╭──

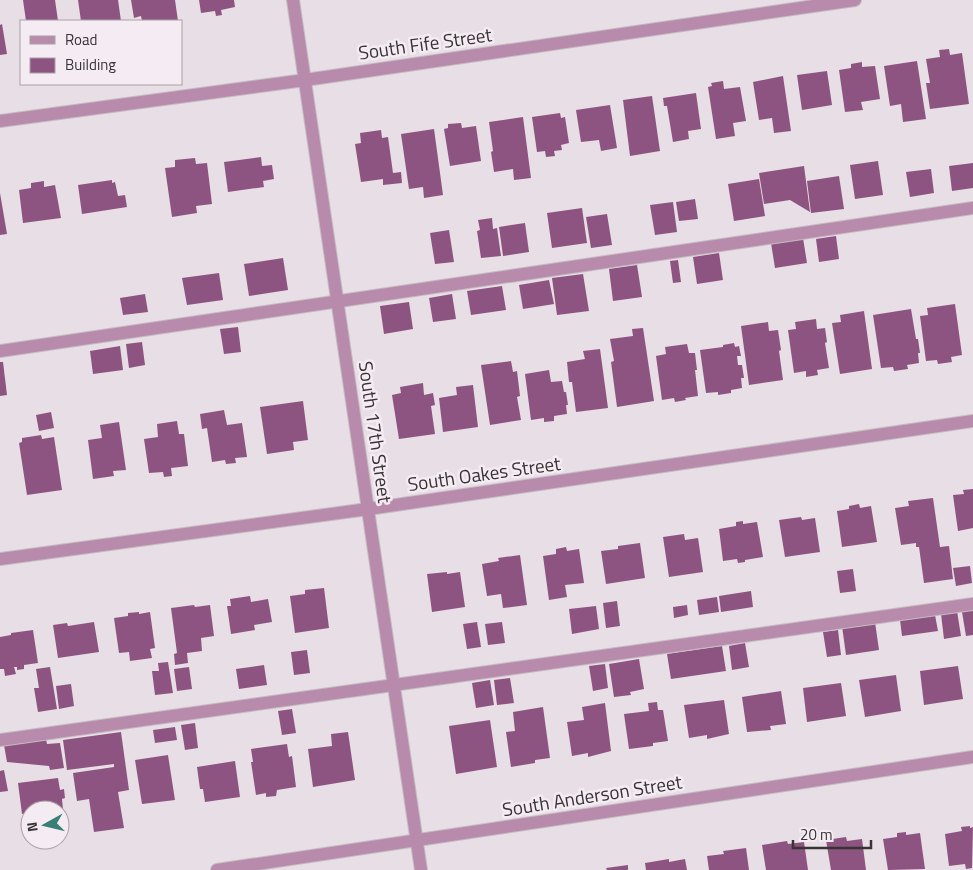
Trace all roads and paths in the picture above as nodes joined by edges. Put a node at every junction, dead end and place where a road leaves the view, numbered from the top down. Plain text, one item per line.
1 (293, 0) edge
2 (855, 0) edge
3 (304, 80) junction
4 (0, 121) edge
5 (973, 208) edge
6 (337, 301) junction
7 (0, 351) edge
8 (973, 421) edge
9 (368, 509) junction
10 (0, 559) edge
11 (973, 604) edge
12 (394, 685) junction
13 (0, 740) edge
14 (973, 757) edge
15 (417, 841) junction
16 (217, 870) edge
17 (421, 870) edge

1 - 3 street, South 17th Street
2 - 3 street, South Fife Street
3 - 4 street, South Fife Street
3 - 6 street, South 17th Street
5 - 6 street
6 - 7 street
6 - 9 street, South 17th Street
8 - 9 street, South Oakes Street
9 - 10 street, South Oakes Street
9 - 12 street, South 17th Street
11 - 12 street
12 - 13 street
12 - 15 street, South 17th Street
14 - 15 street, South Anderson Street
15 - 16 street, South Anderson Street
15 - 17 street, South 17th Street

╰──

◆ Problem statement
Please output the records above exactly, without the pictures.

◆ Exercise solution
Trace all roads and paths in the picture above as nodes joined by edges. Put a node at every junction, dead end and place where a road leaves the view, numbered from the top down. Plain text, one item per line.
1 (293, 0) edge
2 (855, 0) edge
3 (304, 80) junction
4 (0, 121) edge
5 (973, 208) edge
6 (337, 301) junction
7 (0, 351) edge
8 (973, 421) edge
9 (368, 509) junction
10 (0, 559) edge
11 (973, 604) edge
12 (394, 685) junction
13 (0, 740) edge
14 (973, 757) edge
15 (417, 841) junction
16 (217, 870) edge
17 (421, 870) edge

1 - 3 street, South 17th Street
2 - 3 street, South Fife Street
3 - 4 street, South Fife Street
3 - 6 street, South 17th Street
5 - 6 street
6 - 7 street
6 - 9 street, South 17th Street
8 - 9 street, South Oakes Street
9 - 10 street, South Oakes Street
9 - 12 street, South 17th Street
11 - 12 street
12 - 13 street
12 - 15 street, South 17th Street
14 - 15 street, South Anderson Street
15 - 16 street, South Anderson Street
15 - 17 street, South 17th Street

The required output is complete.